Showdown in Anklam: Eine Stadt kämpft um die Demokratie

„So weit ist es in Anklam schon gekommen!“ Dr. Uwe Schultz, der SPD-Fraktionsvorsitzende, hat das Wort im Stadtparlament von Anklam ergriffen, und jetzt bebt seine Stimme. 7,3 Prozent der Stimmen hat die SPD vor wenigen Wochen bei der Kommunalwahl erhalten, acht Stimmen weniger als die NPD. „20 Jahre Sozialdemokratie in Anklam – fast auf den Tag genau“, sagt Schultz ergriffen. „Und dann dieses Resultat!“

Anklam im Nordosten der Republik, rund 13.000 Einwohner, jeder Vierte ohne Arbeit.

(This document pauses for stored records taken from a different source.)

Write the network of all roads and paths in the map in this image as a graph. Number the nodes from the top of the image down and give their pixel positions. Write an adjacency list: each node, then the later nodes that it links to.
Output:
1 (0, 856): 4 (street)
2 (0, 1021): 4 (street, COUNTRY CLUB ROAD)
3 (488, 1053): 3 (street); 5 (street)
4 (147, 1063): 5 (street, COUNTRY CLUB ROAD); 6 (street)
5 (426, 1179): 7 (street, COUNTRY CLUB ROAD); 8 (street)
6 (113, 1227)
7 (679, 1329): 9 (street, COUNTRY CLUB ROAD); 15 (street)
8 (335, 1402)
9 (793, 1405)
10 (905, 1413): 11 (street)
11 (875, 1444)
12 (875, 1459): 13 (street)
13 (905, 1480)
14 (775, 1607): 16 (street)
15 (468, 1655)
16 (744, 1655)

In den umliegenden Dörfern wählen die Bürger zu fast einem Drittel rechtsextrem – wenn überhaupt. Die Volksparteien CDU und SPD kommen in Anklam zusammen nur noch auf ein Drittel aller Stimmen. Die bestimmende Kraft ist jetzt eine Vereinigung lokaler Unternehmer, die sich „Initiativen für Anklam“ nennen. Sie stellen den Bürgermeister Michael Galander, einen Straßenbauunternehmer aus dem Westen. Seit Galander 2002 ins Amt gekommen ist, liegt er mit den Stadtvertretern im Streit. Er will die Stadt wie ein Unternehmen führen, die Diskussionen in den Ausschüssen nerven ihn.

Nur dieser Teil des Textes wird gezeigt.